In diesen Zeiten ist es wichtig, das Herz für die Menschlichkeit aller Wesen offen zu halten. Leicht verfällt der Mensch in den Hass auf den Anderen. Aber der Andere ist nicht zu hassen oder zu bewerten. Und tun wir es dennoch, sollten wir als Maßstab einer möglichen Beurteilung die Würde des Menschen hinzuziehen. Erst dann können wir sagen: Das ist genug. Jetzt stehe ich auf und tue das, was mir die Intuition, mein Bauchgehirn jetzt sagt, was zu tun ist.

Zazen ist die Praxis das eigene Bauchgehirn kennen zu lernen. Ihm vertrauen zu lernen, ohne ins Zweifeln und Abwägen zu geraten. Dieses Gehirn ist seit vielen Jahrtausenden an unserer Seite. Aus welchem Grund sollten wir ihm nicht trauen?

So freue ich mich besonders darauf, mit Euch gemeinsam ein Bauchgehirn zu entdecken, das uns hilft in den Momenten unseres Lebens, in denen wir besonders gefordert werden, den für uns richtigen Weg zu gehen.

Mögen wir noch viele Stunden gemeinsam Zazen praktizieren für uns und die Welt. Ich danke Euch sehr.

Gassho Ellen

Literaturverzeichnis

Dōgen (2017): Eihei kôroku. 2., überarbeitete und ergänzte Auflage. Frankfurt: Angkor Verlag.

2 Kommentare

  1. Dann ist das Bauchhirn die Verbindung einem Gehirn vertrauen zu können und gleichzeitig zu lernen. Denn es stellte sich mir die Frage Lerne ich aus den vielen Lehren, die es im aussen gibt, die teils widersprüchlich oder lerne ich aus meinen Wahrnehmungen, aber diese sind auch nicht objektiv.
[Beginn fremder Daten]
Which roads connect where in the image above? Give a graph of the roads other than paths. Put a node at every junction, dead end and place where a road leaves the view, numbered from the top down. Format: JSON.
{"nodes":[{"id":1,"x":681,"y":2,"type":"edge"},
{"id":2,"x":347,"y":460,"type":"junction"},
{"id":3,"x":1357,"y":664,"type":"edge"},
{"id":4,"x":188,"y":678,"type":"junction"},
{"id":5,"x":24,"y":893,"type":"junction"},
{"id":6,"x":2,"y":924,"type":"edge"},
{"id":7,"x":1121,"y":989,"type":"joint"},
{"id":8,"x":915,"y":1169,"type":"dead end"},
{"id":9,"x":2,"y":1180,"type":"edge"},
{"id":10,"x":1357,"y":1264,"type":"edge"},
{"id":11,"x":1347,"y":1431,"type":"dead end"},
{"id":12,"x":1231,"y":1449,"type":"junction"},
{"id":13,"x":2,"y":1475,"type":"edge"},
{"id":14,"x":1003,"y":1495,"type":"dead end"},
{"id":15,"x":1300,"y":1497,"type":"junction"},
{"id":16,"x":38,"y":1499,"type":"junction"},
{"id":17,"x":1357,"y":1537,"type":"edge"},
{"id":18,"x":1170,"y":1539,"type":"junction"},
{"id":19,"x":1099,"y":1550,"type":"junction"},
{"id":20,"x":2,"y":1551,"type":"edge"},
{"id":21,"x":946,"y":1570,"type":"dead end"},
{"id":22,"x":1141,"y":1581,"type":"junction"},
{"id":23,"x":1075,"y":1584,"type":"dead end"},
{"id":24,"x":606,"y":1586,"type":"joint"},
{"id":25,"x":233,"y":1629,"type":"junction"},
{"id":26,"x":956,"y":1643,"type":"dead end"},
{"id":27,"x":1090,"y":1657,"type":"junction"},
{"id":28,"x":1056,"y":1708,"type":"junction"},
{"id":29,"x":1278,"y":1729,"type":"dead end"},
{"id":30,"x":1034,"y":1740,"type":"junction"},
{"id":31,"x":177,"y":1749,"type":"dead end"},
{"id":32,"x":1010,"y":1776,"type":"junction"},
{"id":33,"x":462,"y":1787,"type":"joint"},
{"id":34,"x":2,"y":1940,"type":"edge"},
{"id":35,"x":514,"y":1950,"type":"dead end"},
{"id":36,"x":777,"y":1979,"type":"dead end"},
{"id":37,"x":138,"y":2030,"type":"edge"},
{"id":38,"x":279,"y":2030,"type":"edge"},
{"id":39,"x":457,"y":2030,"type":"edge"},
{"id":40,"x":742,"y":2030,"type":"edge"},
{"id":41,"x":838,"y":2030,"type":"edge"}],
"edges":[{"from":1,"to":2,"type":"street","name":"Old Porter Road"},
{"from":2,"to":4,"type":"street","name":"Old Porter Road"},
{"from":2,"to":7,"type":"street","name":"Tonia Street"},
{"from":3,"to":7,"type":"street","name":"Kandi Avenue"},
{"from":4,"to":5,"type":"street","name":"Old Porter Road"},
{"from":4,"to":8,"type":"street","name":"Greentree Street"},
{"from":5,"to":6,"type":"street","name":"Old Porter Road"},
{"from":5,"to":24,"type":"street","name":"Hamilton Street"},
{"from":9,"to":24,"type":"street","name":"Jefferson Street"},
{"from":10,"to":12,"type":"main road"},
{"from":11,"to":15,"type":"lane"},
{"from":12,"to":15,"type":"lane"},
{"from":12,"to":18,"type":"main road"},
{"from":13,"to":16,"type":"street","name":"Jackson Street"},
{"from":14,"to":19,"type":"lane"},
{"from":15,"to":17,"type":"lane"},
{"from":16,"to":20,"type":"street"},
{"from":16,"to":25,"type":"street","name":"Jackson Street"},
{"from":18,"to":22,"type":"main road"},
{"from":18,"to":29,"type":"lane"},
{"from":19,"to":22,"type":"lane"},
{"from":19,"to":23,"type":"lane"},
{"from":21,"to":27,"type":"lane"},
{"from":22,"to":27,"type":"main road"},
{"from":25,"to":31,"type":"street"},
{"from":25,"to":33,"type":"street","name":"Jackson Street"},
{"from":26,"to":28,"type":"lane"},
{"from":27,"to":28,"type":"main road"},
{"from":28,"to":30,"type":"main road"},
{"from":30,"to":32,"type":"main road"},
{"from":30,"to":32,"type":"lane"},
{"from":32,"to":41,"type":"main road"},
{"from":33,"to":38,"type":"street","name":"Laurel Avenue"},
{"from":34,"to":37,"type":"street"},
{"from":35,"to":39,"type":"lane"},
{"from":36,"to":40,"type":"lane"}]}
    1. Lernen ist keine Frage der nur Wahrnehmung. Wahrnehmen ist wie du schreibst, bereits nicht objektiv, weil wie das Wort es sagt, ein für wahr nehmen ist. Lernen ist immer ganz eng mit deinem Körper und deinem Geist verbunden. Echtes tiefes Lernen entsteht durch Erfahren. Erfahren kannst du nur, indem du tust. Tun tut unser Bauch und unser Gehirn in einem feinsten Zusammenspiel von Nerven. Dies ist naturwissenschaftlich betrachtet nachgewiesen. Doch, es spielt da noch etwas mit hinein. Jegliche körperliche, geistige, seelische Form/Gestalt ist bereits ein eigendynamisches Sein und in dem großen Körper, den wir Menschengestalt nennen, spielen sie zusammen ein Spiel. Wir können dem Spiel selbst lauschen und das ist Erfahren. Wir können jedoch uns von diesem Spiel durch eine Welt ablenken lassen. Dazu gehören auch Medikamente z.B., Drogen oder Alkohol. Das Außen ist in dieser Hinsicht kein Außen mehr, sondern es ist in dem Spiel der Spiegel unseres Selbst. Wir begegnen uns in jedem Gesicht, jedem Ton, jedem Ding usw. Wenn wir immer wieder genau hinschauen, was unser Körper und Geist gerade jetzt in diesem Augenblick tut, egal ob es der Telefonhörer ist oder anderes, dann erfahren wir etwas über die „wirk-liche wirk-ende Welt“. Dies ist die Praxis des Zazen. Je mehr uns dies gelingt, um so mehr wächst der Frieden mit unserem Tun, je größer wird das intuitive Spontane Jetzt und Hier. Genau das ist Frieden, Freiheit, Menschliche Liebe.